> _EXERCISE_:
Retype the data below, every word of it, exactly.
** Opening SUPPLIED INFORMATION block **
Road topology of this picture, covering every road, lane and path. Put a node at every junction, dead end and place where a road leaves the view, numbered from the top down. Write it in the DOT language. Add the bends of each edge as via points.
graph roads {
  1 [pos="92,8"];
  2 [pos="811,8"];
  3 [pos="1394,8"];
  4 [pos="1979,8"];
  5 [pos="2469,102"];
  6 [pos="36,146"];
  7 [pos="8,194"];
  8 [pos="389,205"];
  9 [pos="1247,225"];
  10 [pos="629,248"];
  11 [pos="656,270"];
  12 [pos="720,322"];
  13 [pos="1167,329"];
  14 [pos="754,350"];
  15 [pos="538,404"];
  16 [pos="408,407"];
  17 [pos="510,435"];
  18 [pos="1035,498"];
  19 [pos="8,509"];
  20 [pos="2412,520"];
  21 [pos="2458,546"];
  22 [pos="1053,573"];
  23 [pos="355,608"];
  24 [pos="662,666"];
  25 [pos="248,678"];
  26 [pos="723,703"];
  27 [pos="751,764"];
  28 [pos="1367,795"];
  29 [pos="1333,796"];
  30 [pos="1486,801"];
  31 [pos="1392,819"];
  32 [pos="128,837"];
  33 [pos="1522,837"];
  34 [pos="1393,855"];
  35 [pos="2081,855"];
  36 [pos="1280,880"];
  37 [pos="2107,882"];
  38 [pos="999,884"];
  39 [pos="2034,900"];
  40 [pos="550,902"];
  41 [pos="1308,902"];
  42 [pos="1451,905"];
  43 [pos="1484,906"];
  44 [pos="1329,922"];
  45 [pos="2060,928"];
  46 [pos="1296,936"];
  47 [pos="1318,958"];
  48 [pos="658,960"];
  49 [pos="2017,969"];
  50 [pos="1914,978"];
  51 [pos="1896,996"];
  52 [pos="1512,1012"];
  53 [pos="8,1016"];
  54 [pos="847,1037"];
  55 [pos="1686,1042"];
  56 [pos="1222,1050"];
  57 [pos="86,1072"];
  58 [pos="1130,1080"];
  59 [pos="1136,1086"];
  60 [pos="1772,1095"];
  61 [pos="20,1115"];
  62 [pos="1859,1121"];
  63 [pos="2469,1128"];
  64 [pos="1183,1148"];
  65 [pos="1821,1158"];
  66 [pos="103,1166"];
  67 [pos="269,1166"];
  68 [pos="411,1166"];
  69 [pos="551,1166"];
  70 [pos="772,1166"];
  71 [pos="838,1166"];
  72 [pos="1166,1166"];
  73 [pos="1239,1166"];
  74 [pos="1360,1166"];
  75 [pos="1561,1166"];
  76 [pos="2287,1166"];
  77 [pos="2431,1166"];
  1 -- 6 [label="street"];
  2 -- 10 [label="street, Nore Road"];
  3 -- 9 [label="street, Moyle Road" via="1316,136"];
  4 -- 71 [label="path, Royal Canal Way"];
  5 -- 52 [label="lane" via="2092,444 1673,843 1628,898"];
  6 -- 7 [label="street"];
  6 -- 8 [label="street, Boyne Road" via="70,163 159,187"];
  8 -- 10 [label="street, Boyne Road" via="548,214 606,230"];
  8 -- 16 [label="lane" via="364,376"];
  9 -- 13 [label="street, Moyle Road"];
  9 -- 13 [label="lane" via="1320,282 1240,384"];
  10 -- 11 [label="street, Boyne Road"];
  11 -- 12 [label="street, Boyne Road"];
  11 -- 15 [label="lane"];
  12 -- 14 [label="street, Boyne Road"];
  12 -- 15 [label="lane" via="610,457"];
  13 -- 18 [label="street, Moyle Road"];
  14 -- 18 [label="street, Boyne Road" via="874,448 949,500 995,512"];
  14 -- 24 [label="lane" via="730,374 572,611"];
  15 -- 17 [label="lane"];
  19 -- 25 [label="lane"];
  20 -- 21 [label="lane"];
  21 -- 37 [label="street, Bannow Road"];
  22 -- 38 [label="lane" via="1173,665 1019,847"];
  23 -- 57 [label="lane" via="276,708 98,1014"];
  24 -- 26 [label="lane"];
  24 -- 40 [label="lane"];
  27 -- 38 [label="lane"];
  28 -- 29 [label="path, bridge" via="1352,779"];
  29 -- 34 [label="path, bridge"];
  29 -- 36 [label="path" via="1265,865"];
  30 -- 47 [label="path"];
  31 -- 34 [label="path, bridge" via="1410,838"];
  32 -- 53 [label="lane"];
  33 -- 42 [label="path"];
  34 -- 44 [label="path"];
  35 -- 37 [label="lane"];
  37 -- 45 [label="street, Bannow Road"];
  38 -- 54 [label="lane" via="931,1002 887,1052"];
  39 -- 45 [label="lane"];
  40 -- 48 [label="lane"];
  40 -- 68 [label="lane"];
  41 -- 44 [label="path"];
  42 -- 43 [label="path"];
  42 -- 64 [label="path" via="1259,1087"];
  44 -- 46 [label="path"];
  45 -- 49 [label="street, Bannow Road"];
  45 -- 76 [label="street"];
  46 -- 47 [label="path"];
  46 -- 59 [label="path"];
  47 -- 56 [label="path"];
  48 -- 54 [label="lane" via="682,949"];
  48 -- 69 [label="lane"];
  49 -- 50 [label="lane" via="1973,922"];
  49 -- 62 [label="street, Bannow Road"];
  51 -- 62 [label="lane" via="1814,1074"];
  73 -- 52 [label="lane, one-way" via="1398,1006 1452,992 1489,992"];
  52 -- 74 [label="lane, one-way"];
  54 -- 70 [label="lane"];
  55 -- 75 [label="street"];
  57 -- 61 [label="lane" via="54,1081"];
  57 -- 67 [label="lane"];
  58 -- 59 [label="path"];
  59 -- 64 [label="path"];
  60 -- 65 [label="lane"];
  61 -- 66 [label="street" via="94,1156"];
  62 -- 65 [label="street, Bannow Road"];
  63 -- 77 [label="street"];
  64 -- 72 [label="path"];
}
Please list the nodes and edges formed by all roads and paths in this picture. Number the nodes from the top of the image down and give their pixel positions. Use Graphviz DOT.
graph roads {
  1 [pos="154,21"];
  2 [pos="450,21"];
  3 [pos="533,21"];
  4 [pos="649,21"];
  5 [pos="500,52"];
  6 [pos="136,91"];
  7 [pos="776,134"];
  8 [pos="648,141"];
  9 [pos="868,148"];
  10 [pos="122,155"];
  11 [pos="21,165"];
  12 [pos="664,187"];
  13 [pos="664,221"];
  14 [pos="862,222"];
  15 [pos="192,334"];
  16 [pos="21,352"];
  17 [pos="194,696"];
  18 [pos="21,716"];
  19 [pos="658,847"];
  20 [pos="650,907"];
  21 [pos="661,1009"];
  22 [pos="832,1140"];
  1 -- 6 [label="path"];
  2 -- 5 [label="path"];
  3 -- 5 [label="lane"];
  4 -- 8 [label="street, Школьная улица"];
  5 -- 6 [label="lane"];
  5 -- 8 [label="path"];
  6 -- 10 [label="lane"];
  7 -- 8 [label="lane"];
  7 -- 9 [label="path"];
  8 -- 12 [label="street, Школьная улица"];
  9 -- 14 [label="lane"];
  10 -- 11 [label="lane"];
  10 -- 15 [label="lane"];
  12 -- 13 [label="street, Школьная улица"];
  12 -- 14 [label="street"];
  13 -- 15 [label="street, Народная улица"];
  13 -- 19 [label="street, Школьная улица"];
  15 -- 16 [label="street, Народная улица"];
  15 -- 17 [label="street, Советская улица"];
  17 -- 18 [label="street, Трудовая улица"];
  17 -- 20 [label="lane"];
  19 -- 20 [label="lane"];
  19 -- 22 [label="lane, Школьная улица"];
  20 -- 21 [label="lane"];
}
** Closing SUPPLIED INFORMATION block **
> _THE ANSWER_:
Road topology of this picture, covering every road, lane and path. Put a node at every junction, dead end and place where a road leaves the view, numbered from the top down. Write it in the DOT language. Add the bends of each edge as via points.
graph roads {
  1 [pos="92,8"];
  2 [pos="811,8"];
  3 [pos="1394,8"];
  4 [pos="1979,8"];
  5 [pos="2469,102"];
  6 [pos="36,146"];
  7 [pos="8,194"];
  8 [pos="389,205"];
  9 [pos="1247,225"];
  10 [pos="629,248"];
  11 [pos="656,270"];
  12 [pos="720,322"];
  13 [pos="1167,329"];
  14 [pos="754,350"];
  15 [pos="538,404"];
  16 [pos="408,407"];
  17 [pos="510,435"];
  18 [pos="1035,498"];
  19 [pos="8,509"];
  20 [pos="2412,520"];
  21 [pos="2458,546"];
  22 [pos="1053,573"];
  23 [pos="355,608"];
  24 [pos="662,666"];
  25 [pos="248,678"];
  26 [pos="723,703"];
  27 [pos="751,764"];
  28 [pos="1367,795"];
  29 [pos="1333,796"];
  30 [pos="1486,801"];
  31 [pos="1392,819"];
  32 [pos="128,837"];
  33 [pos="1522,837"];
  34 [pos="1393,855"];
  35 [pos="2081,855"];
  36 [pos="1280,880"];
  37 [pos="2107,882"];
  38 [pos="999,884"];
  39 [pos="2034,900"];
  40 [pos="550,902"];
  41 [pos="1308,902"];
  42 [pos="1451,905"];
  43 [pos="1484,906"];
  44 [pos="1329,922"];
  45 [pos="2060,928"];
  46 [pos="1296,936"];
  47 [pos="1318,958"];
  48 [pos="658,960"];
  49 [pos="2017,969"];
  50 [pos="1914,978"];
  51 [pos="1896,996"];
  52 [pos="1512,1012"];
  53 [pos="8,1016"];
  54 [pos="847,1037"];
  55 [pos="1686,1042"];
  56 [pos="1222,1050"];
  57 [pos="86,1072"];
  58 [pos="1130,1080"];
  59 [pos="1136,1086"];
  60 [pos="1772,1095"];
  61 [pos="20,1115"];
  62 [pos="1859,1121"];
  63 [pos="2469,1128"];
  64 [pos="1183,1148"];
  65 [pos="1821,1158"];
  66 [pos="103,1166"];
  67 [pos="269,1166"];
  68 [pos="411,1166"];
  69 [pos="551,1166"];
  70 [pos="772,1166"];
  71 [pos="838,1166"];
  72 [pos="1166,1166"];
  73 [pos="1239,1166"];
  74 [pos="1360,1166"];
  75 [pos="1561,1166"];
  76 [pos="2287,1166"];
  77 [pos="2431,1166"];
  1 -- 6 [label="street"];
  2 -- 10 [label="street, Nore Road"];
  3 -- 9 [label="street, Moyle Road" via="1316,136"];
  4 -- 71 [label="path, Royal Canal Way"];
  5 -- 52 [label="lane" via="2092,444 1673,843 1628,898"];
  6 -- 7 [label="street"];
  6 -- 8 [label="street, Boyne Road" via="70,163 159,187"];
  8 -- 10 [label="street, Boyne Road" via="548,214 606,230"];
  8 -- 16 [label="lane" via="364,376"];
  9 -- 13 [label="street, Moyle Road"];
  9 -- 13 [label="lane" via="1320,282 1240,384"];
  10 -- 11 [label="street, Boyne Road"];
  11 -- 12 [label="street, Boyne Road"];
  11 -- 15 [label="lane"];
  12 -- 14 [label="street, Boyne Road"];
  12 -- 15 [label="lane" via="610,457"];
  13 -- 18 [label="street, Moyle Road"];
  14 -- 18 [label="street, Boyne Road" via="874,448 949,500 995,512"];
  14 -- 24 [label="lane" via="730,374 572,611"];
  15 -- 17 [label="lane"];
  19 -- 25 [label="lane"];
  20 -- 21 [label="lane"];
  21 -- 37 [label="street, Bannow Road"];
  22 -- 38 [label="lane" via="1173,665 1019,847"];
  23 -- 57 [label="lane" via="276,708 98,1014"];
  24 -- 26 [label="lane"];
  24 -- 40 [label="lane"];
  27 -- 38 [label="lane"];
  28 -- 29 [label="path, bridge" via="1352,779"];
  29 -- 34 [label="path, bridge"];
  29 -- 36 [label="path" via="1265,865"];
  30 -- 47 [label="path"];
  31 -- 34 [label="path, bridge" via="1410,838"];
  32 -- 53 [label="lane"];
  33 -- 42 [label="path"];
  34 -- 44 [label="path"];
  35 -- 37 [label="lane"];
  37 -- 45 [label="street, Bannow Road"];
  38 -- 54 [label="lane" via="931,1002 887,1052"];
  39 -- 45 [label="lane"];
  40 -- 48 [label="lane"];
  40 -- 68 [label="lane"];
  41 -- 44 [label="path"];
  42 -- 43 [label="path"];
  42 -- 64 [label="path" via="1259,1087"];
  44 -- 46 [label="path"];
  45 -- 49 [label="street, Bannow Road"];
  45 -- 76 [label="street"];
  46 -- 47 [label="path"];
  46 -- 59 [label="path"];
  47 -- 56 [label="path"];
  48 -- 54 [label="lane" via="682,949"];
  48 -- 69 [label="lane"];
  49 -- 50 [label="lane" via="1973,922"];
  49 -- 62 [label="street, Bannow Road"];
  51 -- 62 [label="lane" via="1814,1074"];
  73 -- 52 [label="lane, one-way" via="1398,1006 1452,992 1489,992"];
  52 -- 74 [label="lane, one-way"];
  54 -- 70 [label="lane"];
  55 -- 75 [label="street"];
  57 -- 61 [label="lane" via="54,1081"];
  57 -- 67 [label="lane"];
  58 -- 59 [label="path"];
  59 -- 64 [label="path"];
  60 -- 65 [label="lane"];
  61 -- 66 [label="street" via="94,1156"];
  62 -- 65 [label="street, Bannow Road"];
  63 -- 77 [label="street"];
  64 -- 72 [label="path"];
}
Please list the nodes and edges formed by all roads and paths in this picture. Number the nodes from the top of the image down and give their pixel positions. Use Graphviz DOT.
graph roads {
  1 [pos="154,21"];
  2 [pos="450,21"];
  3 [pos="533,21"];
  4 [pos="649,21"];
  5 [pos="500,52"];
  6 [pos="136,91"];
  7 [pos="776,134"];
  8 [pos="648,141"];
  9 [pos="868,148"];
  10 [pos="122,155"];
  11 [pos="21,165"];
  12 [pos="664,187"];
  13 [pos="664,221"];
  14 [pos="862,222"];
  15 [pos="192,334"];
  16 [pos="21,352"];
  17 [pos="194,696"];
  18 [pos="21,716"];
  19 [pos="658,847"];
  20 [pos="650,907"];
  21 [pos="661,1009"];
  22 [pos="832,1140"];
  1 -- 6 [label="path"];
  2 -- 5 [label="path"];
  3 -- 5 [label="lane"];
  4 -- 8 [label="street, Школьная улица"];
  5 -- 6 [label="lane"];
  5 -- 8 [label="path"];
  6 -- 10 [label="lane"];
  7 -- 8 [label="lane"];
  7 -- 9 [label="path"];
  8 -- 12 [label="street, Школьная улица"];
  9 -- 14 [label="lane"];
  10 -- 11 [label="lane"];
  10 -- 15 [label="lane"];
  12 -- 13 [label="street, Школьная улица"];
  12 -- 14 [label="street"];
  13 -- 15 [label="street, Народная улица"];
  13 -- 19 [label="street, Школьная улица"];
  15 -- 16 [label="street, Народная улица"];
  15 -- 17 [label="street, Советская улица"];
  17 -- 18 [label="street, Трудовая улица"];
  17 -- 20 [label="lane"];
  19 -- 20 [label="lane"];
  19 -- 22 [label="lane, Школьная улица"];
  20 -- 21 [label="lane"];
}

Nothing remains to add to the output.